- _To do_
Would you return each entry exactly as written, omitting any pictures?

Entries supplied Block Start

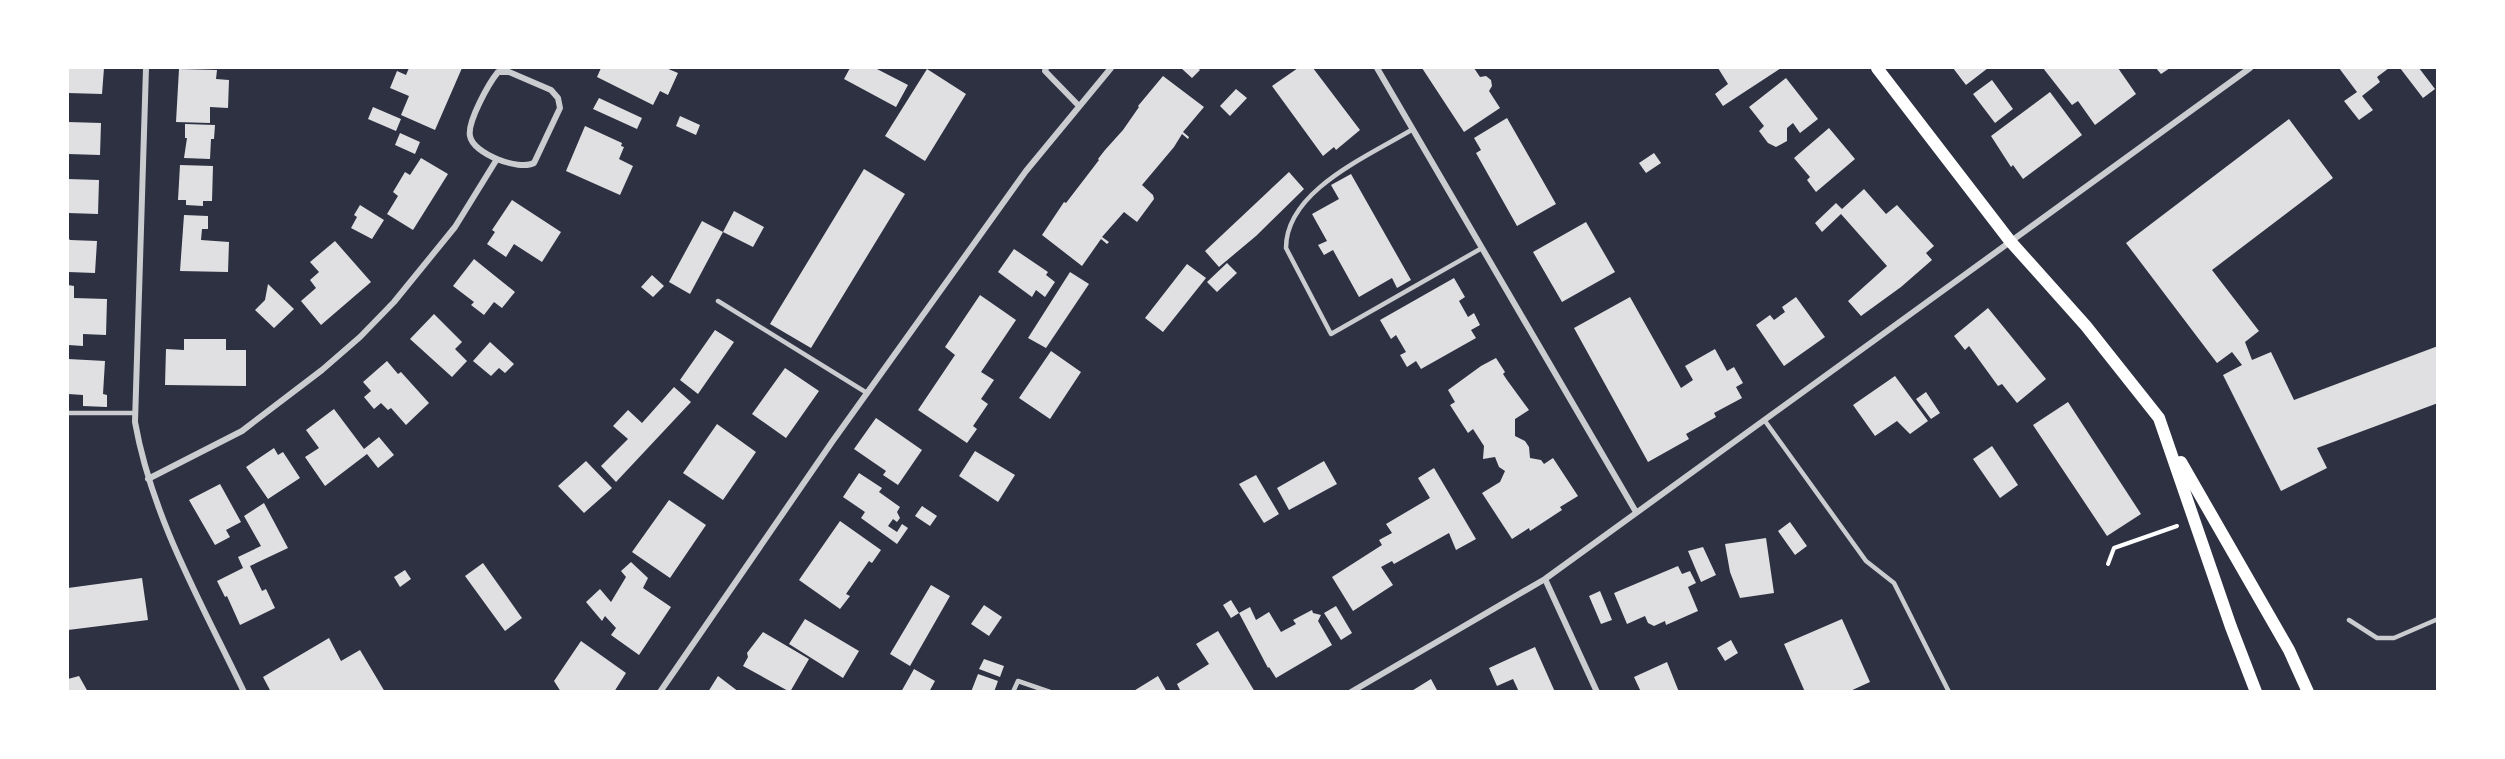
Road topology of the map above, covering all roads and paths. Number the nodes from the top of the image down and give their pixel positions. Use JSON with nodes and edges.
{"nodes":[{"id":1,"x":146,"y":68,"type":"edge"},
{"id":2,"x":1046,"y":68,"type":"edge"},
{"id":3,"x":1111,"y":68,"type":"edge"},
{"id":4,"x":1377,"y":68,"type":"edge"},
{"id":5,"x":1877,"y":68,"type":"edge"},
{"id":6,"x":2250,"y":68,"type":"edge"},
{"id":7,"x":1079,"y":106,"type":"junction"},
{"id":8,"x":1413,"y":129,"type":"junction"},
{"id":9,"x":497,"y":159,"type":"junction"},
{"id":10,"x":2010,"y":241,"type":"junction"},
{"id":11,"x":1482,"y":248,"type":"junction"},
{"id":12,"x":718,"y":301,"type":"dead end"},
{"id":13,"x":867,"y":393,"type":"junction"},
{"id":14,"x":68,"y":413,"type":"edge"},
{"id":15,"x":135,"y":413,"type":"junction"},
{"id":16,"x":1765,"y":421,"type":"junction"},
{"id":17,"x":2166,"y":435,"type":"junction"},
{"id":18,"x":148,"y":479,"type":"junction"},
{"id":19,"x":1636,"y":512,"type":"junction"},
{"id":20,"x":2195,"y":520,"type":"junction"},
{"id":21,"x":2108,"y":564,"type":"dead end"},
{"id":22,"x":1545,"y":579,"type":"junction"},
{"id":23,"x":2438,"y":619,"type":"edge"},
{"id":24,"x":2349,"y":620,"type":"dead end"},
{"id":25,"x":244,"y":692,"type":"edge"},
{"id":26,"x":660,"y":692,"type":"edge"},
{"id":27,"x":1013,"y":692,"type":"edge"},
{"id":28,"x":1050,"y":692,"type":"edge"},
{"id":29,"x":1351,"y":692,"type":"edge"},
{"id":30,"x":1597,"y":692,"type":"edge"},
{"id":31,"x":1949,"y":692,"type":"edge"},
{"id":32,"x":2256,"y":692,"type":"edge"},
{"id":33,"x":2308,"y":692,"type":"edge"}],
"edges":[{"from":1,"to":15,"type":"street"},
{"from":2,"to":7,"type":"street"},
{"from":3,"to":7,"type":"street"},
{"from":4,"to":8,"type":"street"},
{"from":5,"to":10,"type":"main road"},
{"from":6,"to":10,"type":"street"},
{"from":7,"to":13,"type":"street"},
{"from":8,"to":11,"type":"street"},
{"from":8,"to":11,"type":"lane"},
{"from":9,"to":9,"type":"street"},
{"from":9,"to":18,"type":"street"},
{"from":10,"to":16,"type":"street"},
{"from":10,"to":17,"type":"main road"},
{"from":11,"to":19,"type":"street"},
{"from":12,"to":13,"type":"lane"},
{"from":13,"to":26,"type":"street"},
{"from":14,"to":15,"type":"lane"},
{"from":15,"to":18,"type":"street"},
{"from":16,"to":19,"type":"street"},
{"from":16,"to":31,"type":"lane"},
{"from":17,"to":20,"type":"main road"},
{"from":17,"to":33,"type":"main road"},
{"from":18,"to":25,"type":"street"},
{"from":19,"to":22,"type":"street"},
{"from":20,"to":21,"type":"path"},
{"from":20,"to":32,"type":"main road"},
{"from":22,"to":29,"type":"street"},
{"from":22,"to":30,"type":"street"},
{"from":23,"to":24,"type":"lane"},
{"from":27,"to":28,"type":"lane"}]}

Entries supplied Block End

- _Answer_
Road topology of the map above, covering all roads and paths. Number the nodes from the top of the image down and give their pixel positions. Use JSON with nodes and edges.
{"nodes":[{"id":1,"x":146,"y":68,"type":"edge"},
{"id":2,"x":1046,"y":68,"type":"edge"},
{"id":3,"x":1111,"y":68,"type":"edge"},
{"id":4,"x":1377,"y":68,"type":"edge"},
{"id":5,"x":1877,"y":68,"type":"edge"},
{"id":6,"x":2250,"y":68,"type":"edge"},
{"id":7,"x":1079,"y":106,"type":"junction"},
{"id":8,"x":1413,"y":129,"type":"junction"},
{"id":9,"x":497,"y":159,"type":"junction"},
{"id":10,"x":2010,"y":241,"type":"junction"},
{"id":11,"x":1482,"y":248,"type":"junction"},
{"id":12,"x":718,"y":301,"type":"dead end"},
{"id":13,"x":867,"y":393,"type":"junction"},
{"id":14,"x":68,"y":413,"type":"edge"},
{"id":15,"x":135,"y":413,"type":"junction"},
{"id":16,"x":1765,"y":421,"type":"junction"},
{"id":17,"x":2166,"y":435,"type":"junction"},
{"id":18,"x":148,"y":479,"type":"junction"},
{"id":19,"x":1636,"y":512,"type":"junction"},
{"id":20,"x":2195,"y":520,"type":"junction"},
{"id":21,"x":2108,"y":564,"type":"dead end"},
{"id":22,"x":1545,"y":579,"type":"junction"},
{"id":23,"x":2438,"y":619,"type":"edge"},
{"id":24,"x":2349,"y":620,"type":"dead end"},
{"id":25,"x":244,"y":692,"type":"edge"},
{"id":26,"x":660,"y":692,"type":"edge"},
{"id":27,"x":1013,"y":692,"type":"edge"},
{"id":28,"x":1050,"y":692,"type":"edge"},
{"id":29,"x":1351,"y":692,"type":"edge"},
{"id":30,"x":1597,"y":692,"type":"edge"},
{"id":31,"x":1949,"y":692,"type":"edge"},
{"id":32,"x":2256,"y":692,"type":"edge"},
{"id":33,"x":2308,"y":692,"type":"edge"}],
"edges":[{"from":1,"to":15,"type":"street"},
{"from":2,"to":7,"type":"street"},
{"from":3,"to":7,"type":"street"},
{"from":4,"to":8,"type":"street"},
{"from":5,"to":10,"type":"main road"},
{"from":6,"to":10,"type":"street"},
{"from":7,"to":13,"type":"street"},
{"from":8,"to":11,"type":"street"},
{"from":8,"to":11,"type":"lane"},
{"from":9,"to":9,"type":"street"},
{"from":9,"to":18,"type":"street"},
{"from":10,"to":16,"type":"street"},
{"from":10,"to":17,"type":"main road"},
{"from":11,"to":19,"type":"street"},
{"from":12,"to":13,"type":"lane"},
{"from":13,"to":26,"type":"street"},
{"from":14,"to":15,"type":"lane"},
{"from":15,"to":18,"type":"street"},
{"from":16,"to":19,"type":"street"},
{"from":16,"to":31,"type":"lane"},
{"from":17,"to":20,"type":"main road"},
{"from":17,"to":33,"type":"main road"},
{"from":18,"to":25,"type":"street"},
{"from":19,"to":22,"type":"street"},
{"from":20,"to":21,"type":"path"},
{"from":20,"to":32,"type":"main road"},
{"from":22,"to":29,"type":"street"},
{"from":22,"to":30,"type":"street"},
{"from":23,"to":24,"type":"lane"},
{"from":27,"to":28,"type":"lane"}]}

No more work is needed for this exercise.